Le forme teatrali che oggi conosciamo discendono da quelle che si praticavano e che vennero perfezionate nella Atene del V secolo a.C..

Gli Ateniesi organizzavano alcuni giorni l'anno grandi festival in cui i maggiori autori teatrali dell'epoca gareggiavano per conquistare la vittoria. Gli attori, esclusivamente uomini anche nelle parti femminili(perché le donne non potevano recitare), indossavano maschere che li rendevano riconoscibili anche a grande distanza (nel teatro di Atene gli spettatori più lontani potevano essere anche a quasi cento metri dagli attori), e forse ne ampliavano la voce (ma la cosa è controversa). La recitazione era rigorosamente in versi, e alle parti soliste si accompagnava un Coro, gruppo di attori che assolveva la funzione di collegamento delle scene, commento e narrazione della trama. La forma d'arte di ispirazione più elevata era considerata la tragedia, i cui temi ricorrenti erano derivati dai miti e dai racconti eroici. Le commedie, di carattere più leggero e divertente, prendevano spesso di mira la politica, i personaggi pubblici e gli usi del tempo.

Il teatro e la Polis

I Greci consideravano il teatro non come una semplice occasione di divertimento e di evasione dalla quotidianità, ma piuttosto come un luogo dove la polis ( la città) si riuniva per celebrare le antiche storie del mito, patrimonio comune della cittadinanza, che lo spettatore greco conosceva, insieme a tutte le informazioni specifiche sullo spettacolo dedotte dal Proagòn. Ciò che non poteva sapere era come le vicende del mito, codificate dalla tradizione, sarebbero state nuovamente interpretate e declinate dal drammaturgo. Lo spettatore greco si recava a teatro per imparare precetti religiosi, per riflettere sul mistero dell'esistenza, per rafforzare il senso della comunità civica.
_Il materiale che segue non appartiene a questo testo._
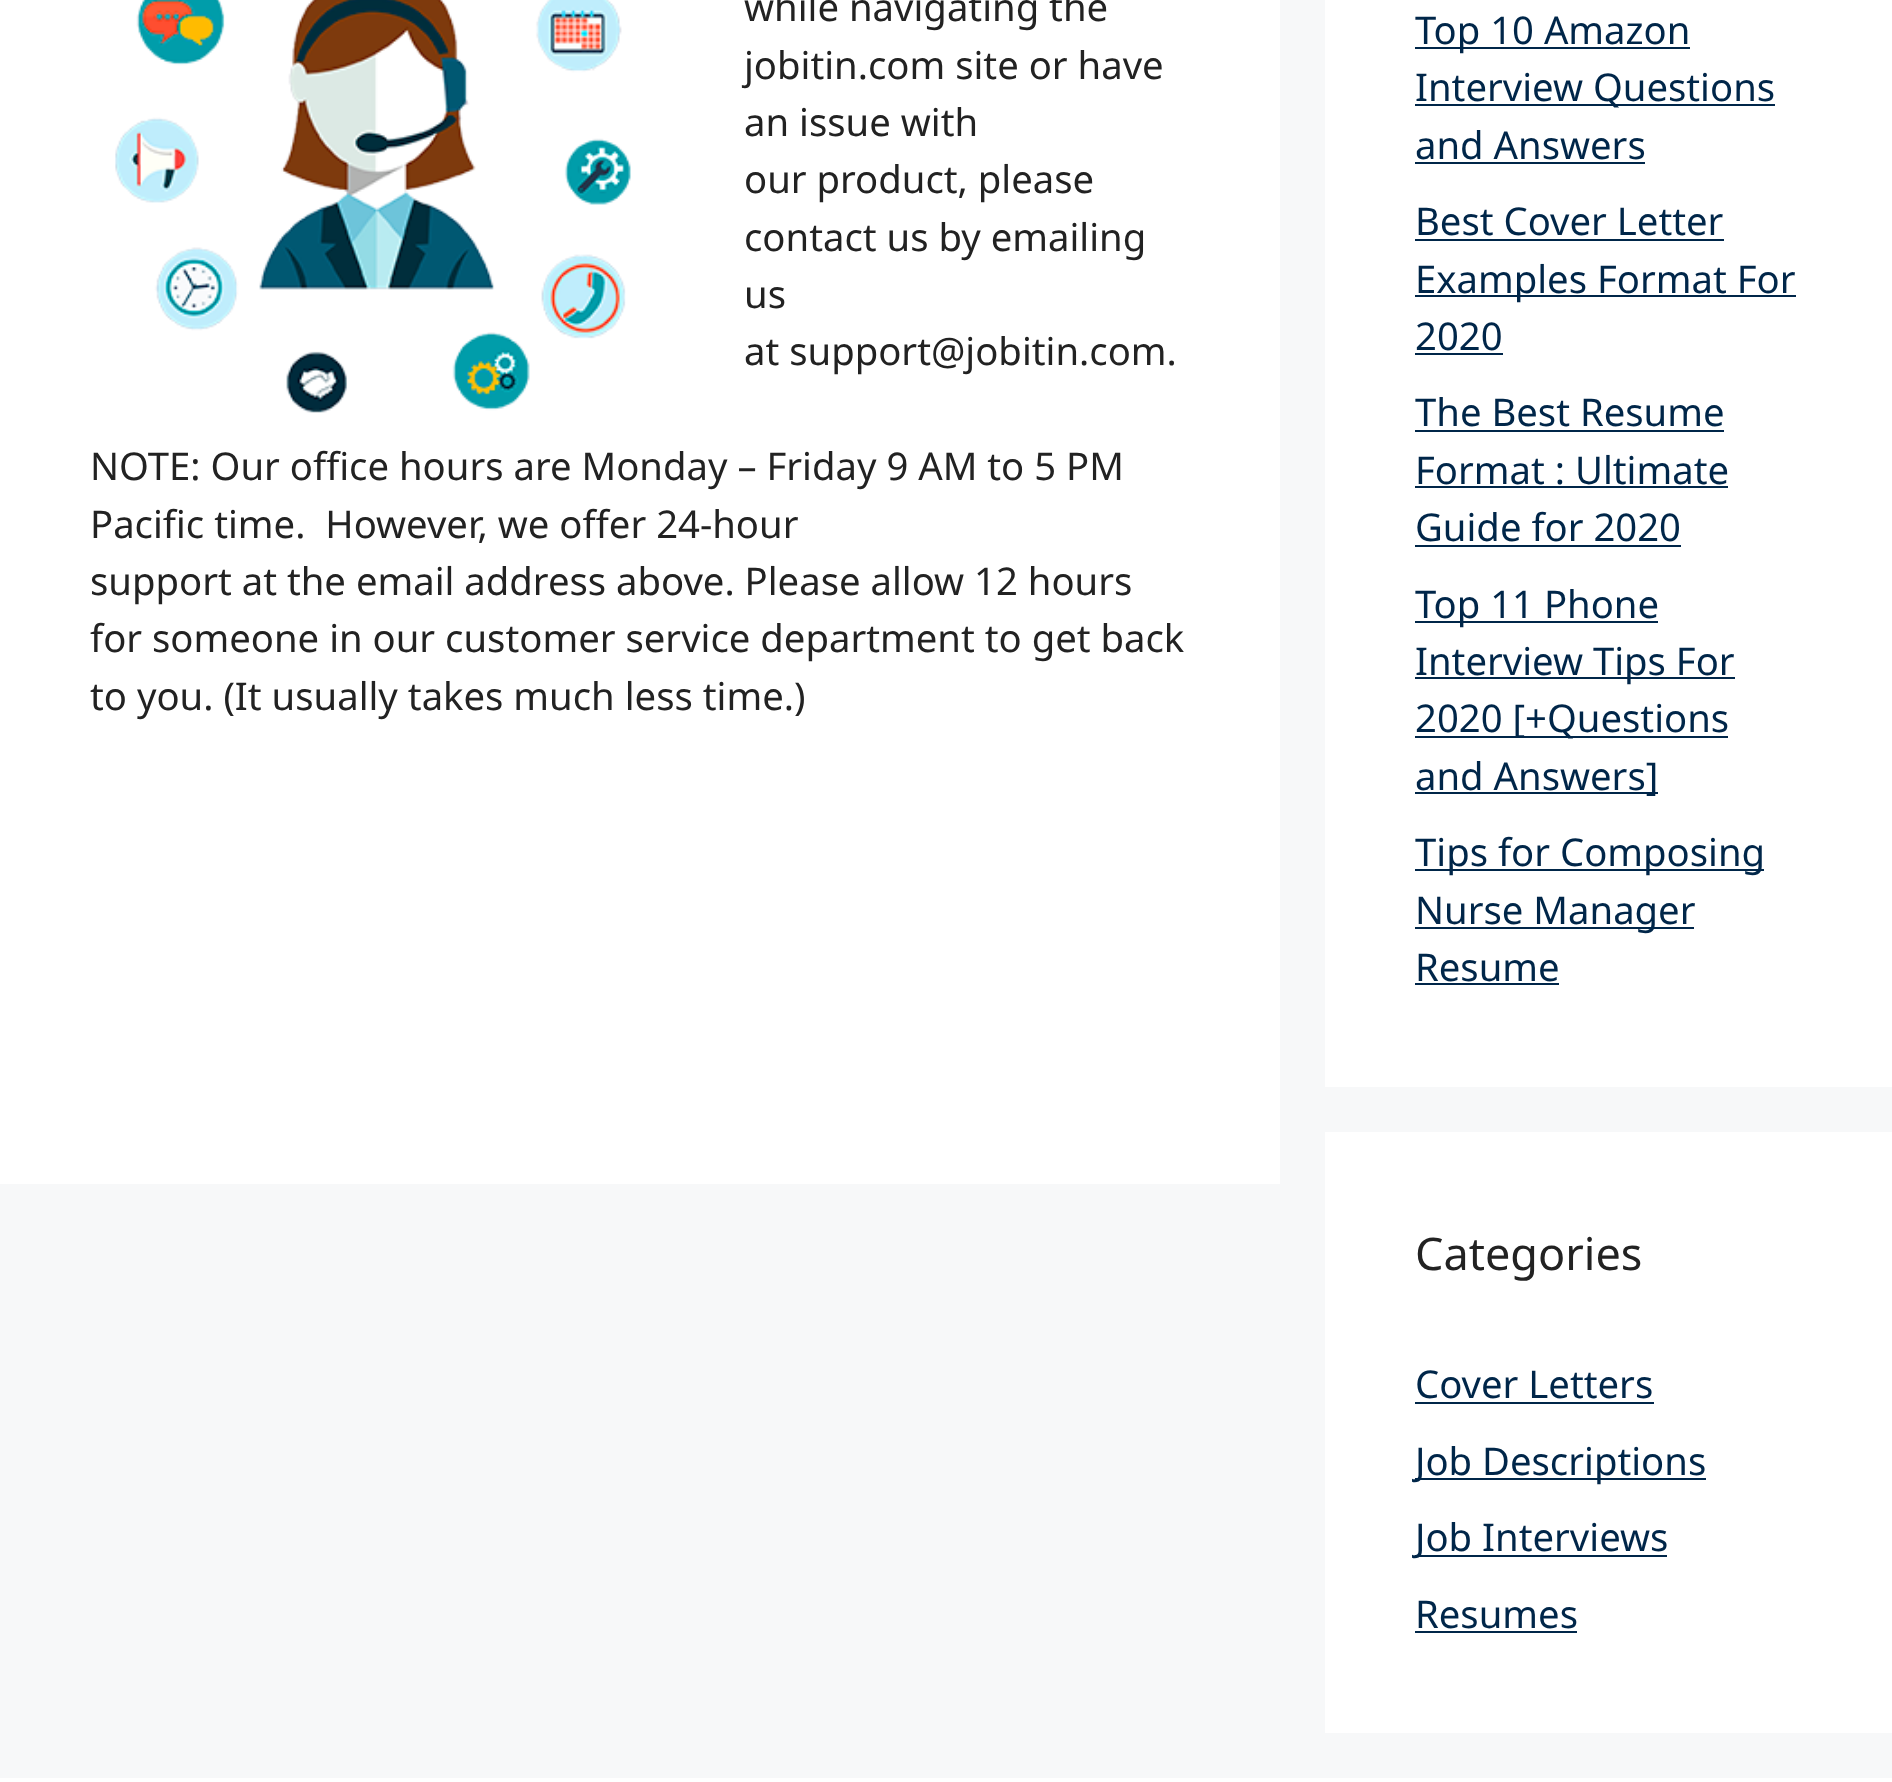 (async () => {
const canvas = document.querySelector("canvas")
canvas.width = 1892
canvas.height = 1782
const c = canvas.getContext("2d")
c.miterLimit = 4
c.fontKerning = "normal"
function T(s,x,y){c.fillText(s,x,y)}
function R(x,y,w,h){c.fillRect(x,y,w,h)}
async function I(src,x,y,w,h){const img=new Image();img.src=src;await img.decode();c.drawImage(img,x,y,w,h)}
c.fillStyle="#f7f8f9"
R(0,0,1892,1782)
c.fillStyle="#fff"
R(0,0,1280,1184)
await I("1.png",115,0,516,413)
c.font="38.25px Noto Sans"
c.fillStyle="#222"
T("while navigating the",744,21)
T("jobitin.com site or have",744,79)
T("an issue with",744,136)
T("our product, please",744,193)
T("contact us by emailing",744,251)
T("us",744,308)
T("at support@jobitin.com.",744,365)
T("NOTE: Our office hours are Monday – Friday 9 AM to 5 PM",90,480)
T("Pacific time.  However, we offer 24-hour",90,538)
T("support at the email address above. Please allow 12 hours",90,595)
T("for someone in our customer service department to get back",90,652)
T("to you. (It usually takes much less time.)",90,710)
c.fillStyle="#fff"
R(1325,0,567,1087)
c.fillStyle="#002649"
R(1415,47,275,2)
T("Top 10 Amazon",1415,44)
R(1415,104,360,2)
T("Interview Questions",1415,101)
T("and Answers",1415,159)
R(1415,162,230,2)
T("Best Cover Letter",1415,235)
R(1415,239,309,2)
R(1415,295,381,2)
T("Examples Format For",1415,293)
T("2020",1415,350)
R(1415,353,88,2)
T("The Best Resume",1415,426)
R(1415,430,309,2)
T("Format : Ultimate",1415,484)
R(1415,486,313,2)
T("Guide for 2020",1415,541)
R(1415,545,266,2)
R(1415,621,243,2)
T("Top 11 Phone",1415,618)
R(1415,677,320,2)
T("Interview Tips For",1415,675)
R(1415,736,313,2)
T("2020 [+Questions",1415,732)
R(1415,792,243,2)
T("and Answers]",1415,790)
R(1415,869,349,2)
T("Tips for Composing",1415,866)
R(1415,927,279,2)
T("Nurse Manager",1415,924)
T("Resume",1415,981)
R(1415,983,144,2)
c.fillStyle="#fff"
R(1325,1132,567,601)
c.font="45px Noto Sans"
c.fillStyle="#222"
T("Categories",1415,1270)
c.font="38.25px Noto Sans"
c.fillStyle="#002649"
T("Cover Letters",1415,1398)
R(1415,1402,239,2)
R(1415,1478,291,2)
T("Job Descriptions",1415,1475)
R(1415,1555,252,2)
T("Job Interviews",1415,1551)
T("Resumes",1415,1628)
R(1415,1631,162,2)
c.fillStyle="#fff"
R(0,1778,1892,4)
})()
L'evento teatrale aveva dunque la valenza di un'attività morale e religiosa da assimilare ad un vero e proprio rito

Il teatro era per i greci uno spettacolo di massa, molto sentito e vissuto da parte dei cittadini di ogni classe sociale e condizione economica: esso era infatti un rituale di grande rilevanza religiosa e sociale, considerato uno strumento di educazione nell'interesse della comunità, tant'è che da Pericle in poi è la tesoreria dello stato a rimborsare il prezzo del biglietto (circa due oboli al giorno). Agli spettacoli la popolazione partecipava in massa e probabilmente già nel V sec. a.C. erano ammessi anche donne, bambini e schiavi.

La rappresentazione teatrale non è dunque soltanto uno spettacolo: è un rito collettivo della pólis che si svolge durante un periodo sacro in uno spazio sacro (al centro del teatro sorgeva l'altare del dio). Il teatro, proprio per questo suo carattere collettivo, assunse la funzione di cassa di risonanza per le idee, i problemi e la vita politica e culturale dell'Atene democratica: se è vero infatti che la tragedia parla di un passato mitico, è anche vero che il mito diventa metafora dei problemi profondi che Atene vive.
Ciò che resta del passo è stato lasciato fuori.